A large landslide in Papua New Guinea has buried more than 2,000 people, the authorities of the Pacific country told the UN on Monday, communicating a new toll much heavier than initially estimated.

“The landslide buried more than 2,000 people alive and caused significant destruction,” the country's national disaster management center told the UN office in the capital Port Moresby, according to a copy of a letter obtained by AFP.

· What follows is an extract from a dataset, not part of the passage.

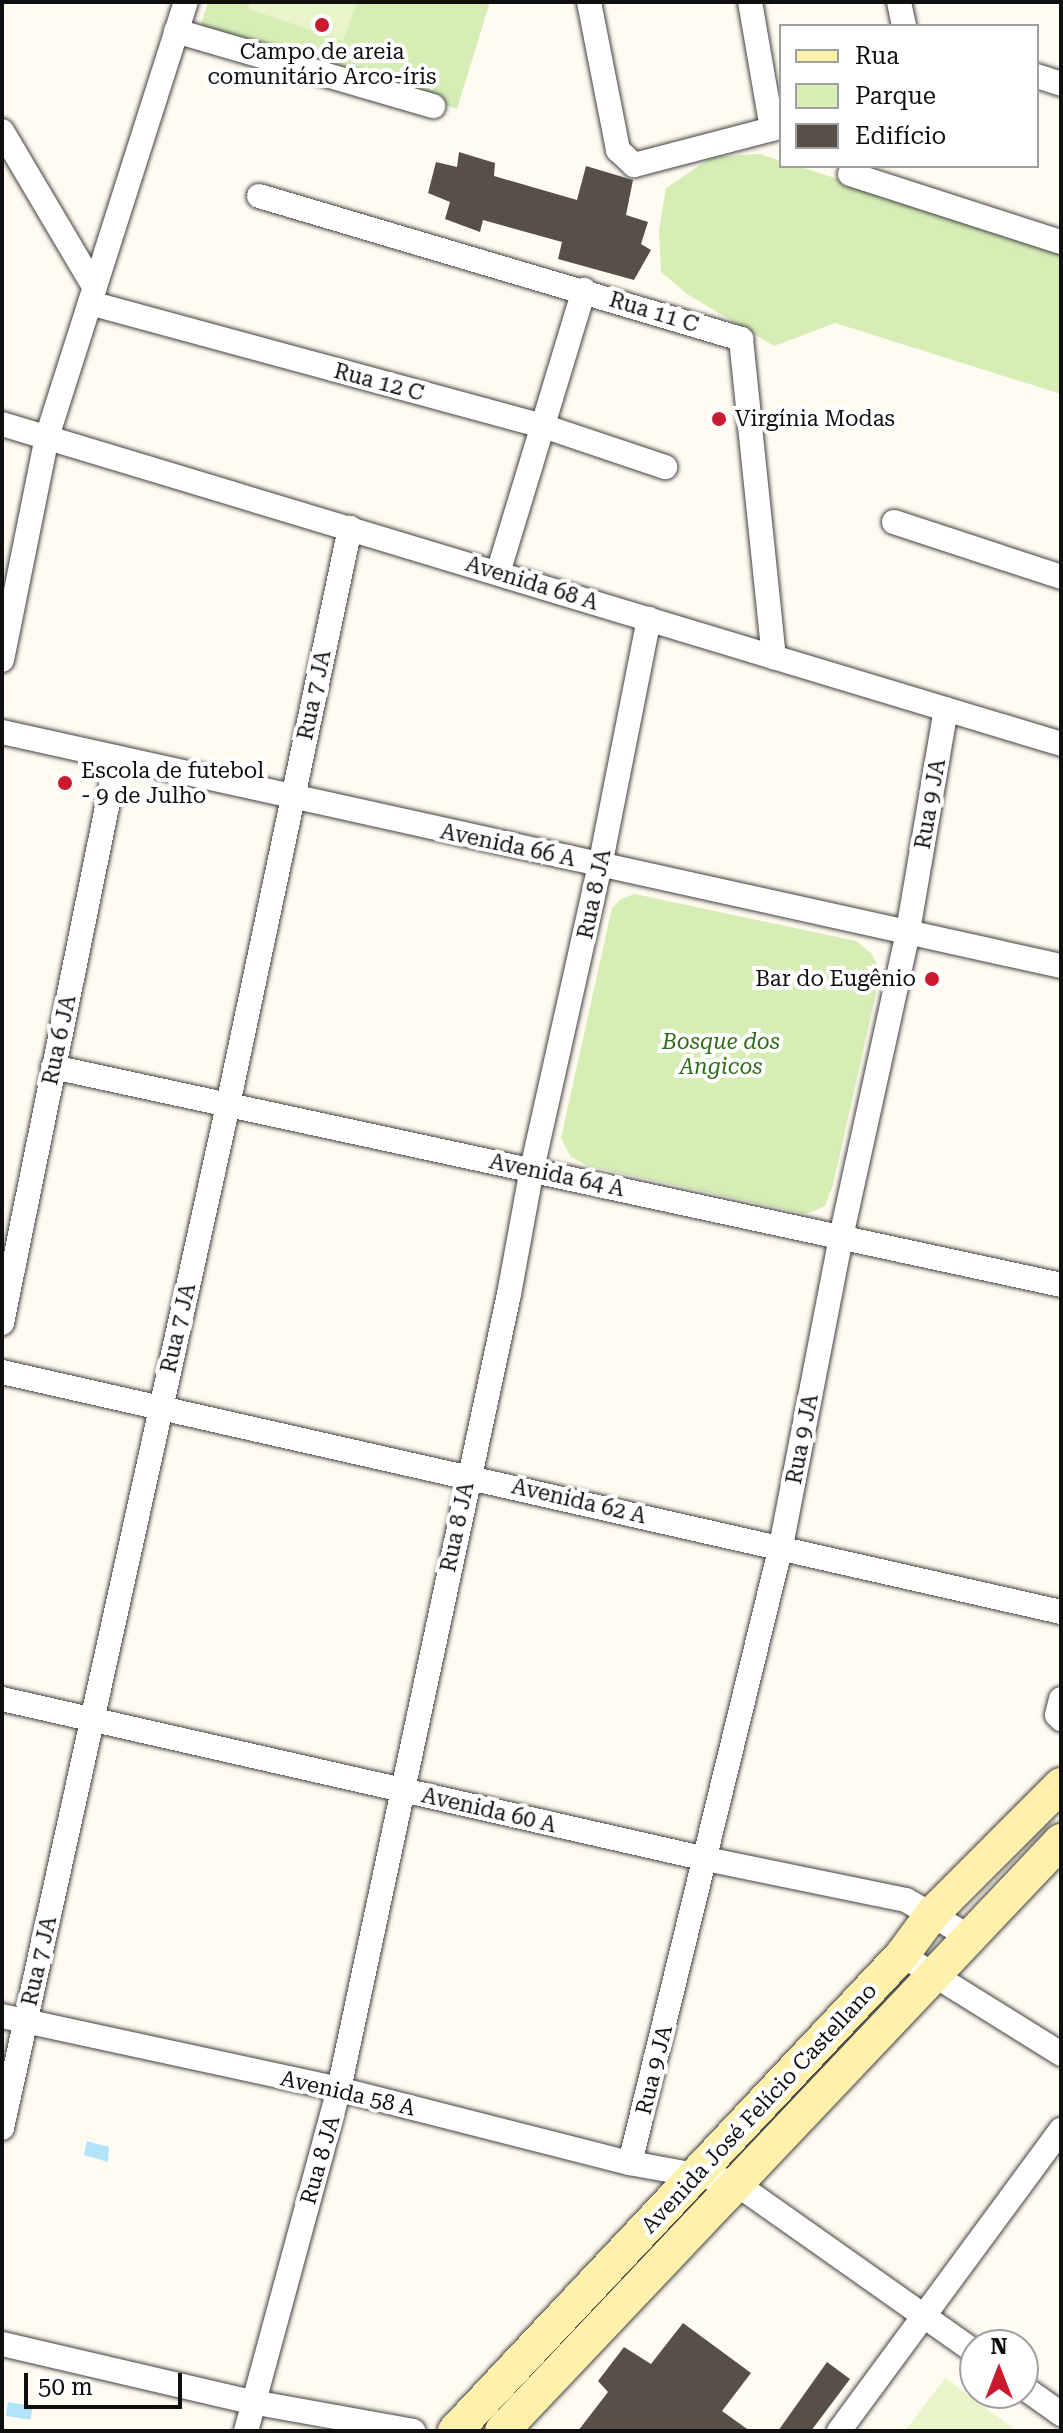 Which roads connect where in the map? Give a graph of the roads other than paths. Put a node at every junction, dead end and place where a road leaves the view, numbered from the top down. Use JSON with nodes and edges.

A hillside village in Enga province, in the center of the archipelago, was almost completely wiped out when a section of Mount Mungalo collapsed around 3 a.m. Friday (5 p.m. GMT Thursday), burying dozens of houses and surprising the inhabitants in their sleep.

The estimated number of victims had already been raised to 670 this weekend, when rescuers realized that the village hit by the landslide had more inhabitants than expected.

The landslide caused “significant destruction of buildings, food gardens and had a major impact on the country's economy,” said the disaster management center.

“The situation remains unstable as the landslide continues to move slowly, representing a permanent danger for rescue teams and survivors,” authorities warn in their letter.

The scale of the disaster required “immediate and concerted actions by all actors”, including the army and national and regional responders.

The agency appealed for help from the international community, asking the United Nations to inform Papua New Guinea's development partners “and other international friends” of the situation.

Serhan Aktoprak, head of the UN migration agency based in Port Moresby, previously said rescuers were in a “race against time” to find survivors.

The emergency services are working in dangerous conditions, in particular because of “the stones (which) continue to fall and cause the ground to move”, specified Mr. Aktorprak.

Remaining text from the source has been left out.